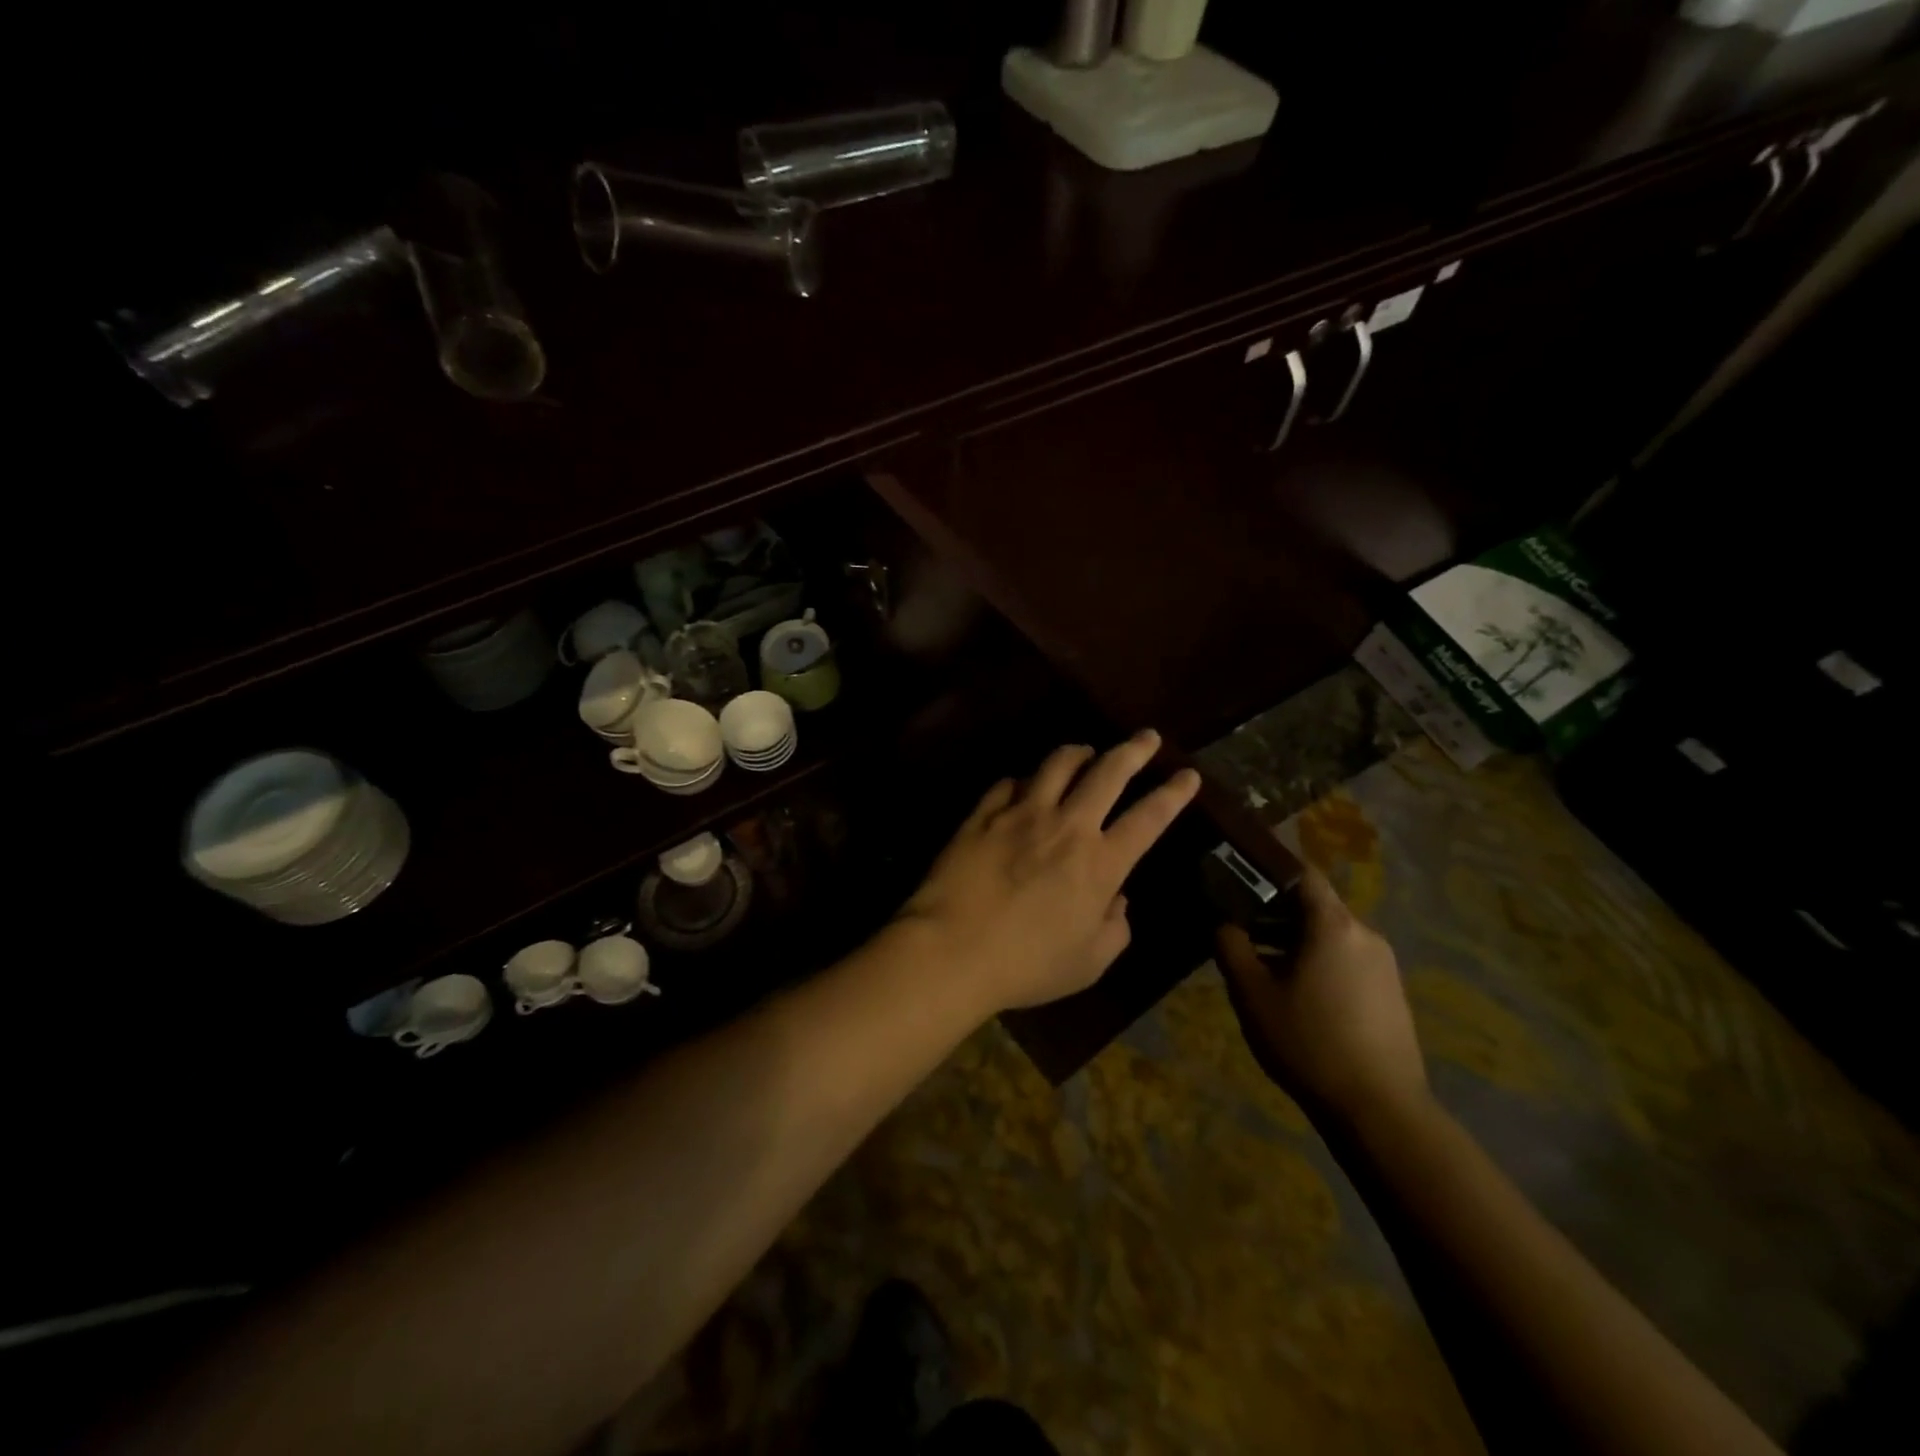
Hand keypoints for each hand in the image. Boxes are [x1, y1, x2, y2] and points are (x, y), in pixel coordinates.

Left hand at [900, 731, 1201, 1013]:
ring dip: (1078, 752)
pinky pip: (1009, 783)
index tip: (1188, 774)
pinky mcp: (983, 814)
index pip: (1149, 818)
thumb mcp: (1088, 963)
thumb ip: (1114, 929)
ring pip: (1057, 764)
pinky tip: (1024, 785)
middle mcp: (1066, 826)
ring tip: (1086, 750)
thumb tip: (1118, 900)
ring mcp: (1021, 814)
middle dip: (1134, 750)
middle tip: (1147, 736)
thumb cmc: (1027, 965)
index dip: (1173, 794)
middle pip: (1108, 772)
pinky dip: (1024, 781)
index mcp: (1100, 863)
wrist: (952, 949)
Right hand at [1215, 866, 1428, 1123]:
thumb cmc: (1308, 1041)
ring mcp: (1382, 966)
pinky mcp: (1389, 994)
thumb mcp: (1252, 993)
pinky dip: (1315, 961)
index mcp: (1333, 925)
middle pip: (1314, 905)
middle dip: (1273, 910)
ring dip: (1292, 939)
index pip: (1302, 872)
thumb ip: (1231, 946)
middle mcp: (1364, 935)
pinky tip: (1291, 991)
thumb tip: (1224, 921)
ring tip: (1257, 961)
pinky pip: (1345, 960)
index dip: (1268, 867)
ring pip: (1328, 935)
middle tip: (1236, 924)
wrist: (1380, 1111)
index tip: (1237, 872)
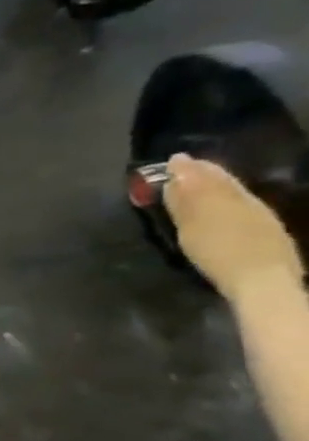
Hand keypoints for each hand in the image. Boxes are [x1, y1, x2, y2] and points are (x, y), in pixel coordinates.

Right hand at [162, 153, 303, 304]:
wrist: (263, 281)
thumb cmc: (219, 253)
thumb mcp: (192, 228)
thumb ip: (184, 202)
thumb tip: (174, 178)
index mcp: (226, 197)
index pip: (205, 176)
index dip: (188, 167)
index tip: (173, 158)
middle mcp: (246, 201)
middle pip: (224, 182)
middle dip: (204, 172)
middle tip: (185, 165)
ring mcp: (260, 216)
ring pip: (235, 192)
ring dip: (217, 183)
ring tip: (200, 181)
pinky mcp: (267, 230)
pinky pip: (244, 204)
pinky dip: (229, 197)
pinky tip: (223, 204)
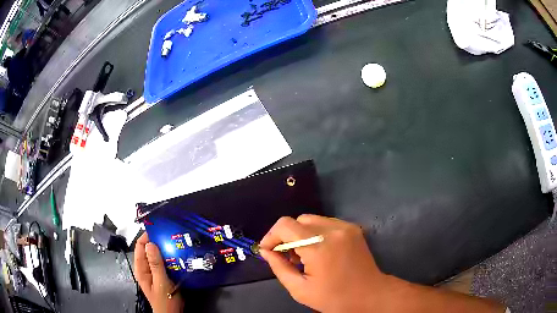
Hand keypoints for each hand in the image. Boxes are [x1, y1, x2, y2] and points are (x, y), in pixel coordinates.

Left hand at [134, 233, 183, 312]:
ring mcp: (154, 272)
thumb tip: (151, 244)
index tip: (159, 230)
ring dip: (165, 250)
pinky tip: (179, 256)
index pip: (140, 246)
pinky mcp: (163, 275)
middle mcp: (146, 268)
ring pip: (158, 256)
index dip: (147, 237)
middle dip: (158, 242)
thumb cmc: (165, 300)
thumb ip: (155, 264)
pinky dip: (170, 258)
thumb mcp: (160, 283)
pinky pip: (165, 263)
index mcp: (141, 269)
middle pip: (149, 250)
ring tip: (176, 244)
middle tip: (171, 237)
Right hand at [259, 215, 388, 311]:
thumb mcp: (300, 289)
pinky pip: (325, 222)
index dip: (271, 236)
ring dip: (301, 234)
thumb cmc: (334, 298)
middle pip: (297, 220)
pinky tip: (319, 251)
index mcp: (318, 247)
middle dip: (286, 236)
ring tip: (304, 255)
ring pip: (311, 219)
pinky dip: (315, 233)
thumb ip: (279, 267)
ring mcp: (345, 227)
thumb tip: (265, 251)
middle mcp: (333, 230)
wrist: (370, 294)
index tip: (269, 251)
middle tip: (288, 257)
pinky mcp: (353, 228)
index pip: (285, 225)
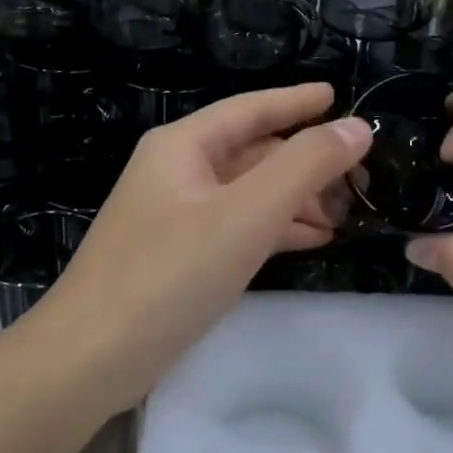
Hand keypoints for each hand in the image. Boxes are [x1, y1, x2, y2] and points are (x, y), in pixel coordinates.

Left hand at [31, 83, 371, 409]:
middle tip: (361, 178)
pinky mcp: (180, 256)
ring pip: (249, 193)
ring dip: (297, 199)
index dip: (298, 101)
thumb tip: (358, 127)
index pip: (251, 108)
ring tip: (346, 215)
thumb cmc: (171, 272)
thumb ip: (306, 165)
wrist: (92, 357)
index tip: (339, 96)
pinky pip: (238, 227)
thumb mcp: (247, 213)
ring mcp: (177, 216)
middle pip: (254, 152)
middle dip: (306, 162)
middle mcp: (178, 171)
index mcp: (184, 146)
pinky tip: (313, 240)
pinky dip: (276, 228)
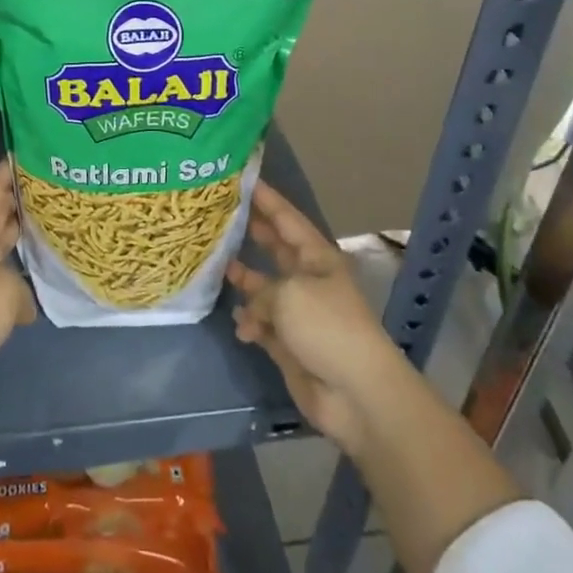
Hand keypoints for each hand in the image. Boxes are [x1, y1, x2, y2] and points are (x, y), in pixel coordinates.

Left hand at [0, 160, 36, 408]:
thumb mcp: (5, 289)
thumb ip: (24, 286)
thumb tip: (23, 304)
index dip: (8, 169)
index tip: (31, 150)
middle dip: (24, 198)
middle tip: (58, 183)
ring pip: (3, 245)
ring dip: (26, 235)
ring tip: (59, 222)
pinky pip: (5, 278)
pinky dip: (23, 275)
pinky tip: (47, 274)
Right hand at [226, 182, 408, 459]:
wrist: (356, 393)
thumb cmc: (327, 328)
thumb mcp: (289, 294)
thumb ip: (262, 287)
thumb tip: (250, 304)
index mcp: (317, 258)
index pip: (287, 219)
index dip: (267, 199)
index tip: (242, 178)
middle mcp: (307, 279)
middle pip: (275, 249)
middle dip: (252, 233)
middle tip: (220, 214)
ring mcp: (298, 312)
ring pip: (263, 287)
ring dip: (243, 280)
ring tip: (216, 267)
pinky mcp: (288, 342)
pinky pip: (261, 322)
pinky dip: (250, 322)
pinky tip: (242, 326)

○ ○ ○

Exercise goal. Write out again exactly the lines from the start of the data above through the line containing "thumb cmc: (1027, 965)", inclusive, excluding any pictures.

Response.
Hand keypoints for each hand in the image. Boxes are [x1, y1, x2, y2] and points are (x, y), in pixel coordinates.

Left hand at [900, 731, 1201, 1013]:
ring dip: (1078, 752)
pinky pip: (1009, 783)
index tip: (1188, 774)
pinky mcp: (983, 814)
index pip: (1149, 818)
thumb mcp: (1088, 963)
thumb ip: (1114, 929)
ring pip: (1057, 764)
pinky tip: (1024, 785)
middle mcp: (1066, 826)
ring tip: (1086, 750)
thumb tip: (1118, 900)
ring mcp: (1021, 814)
middle dip: (1134, 750)
middle tip: (1147, 736)
thumb cmc: (1027, 965)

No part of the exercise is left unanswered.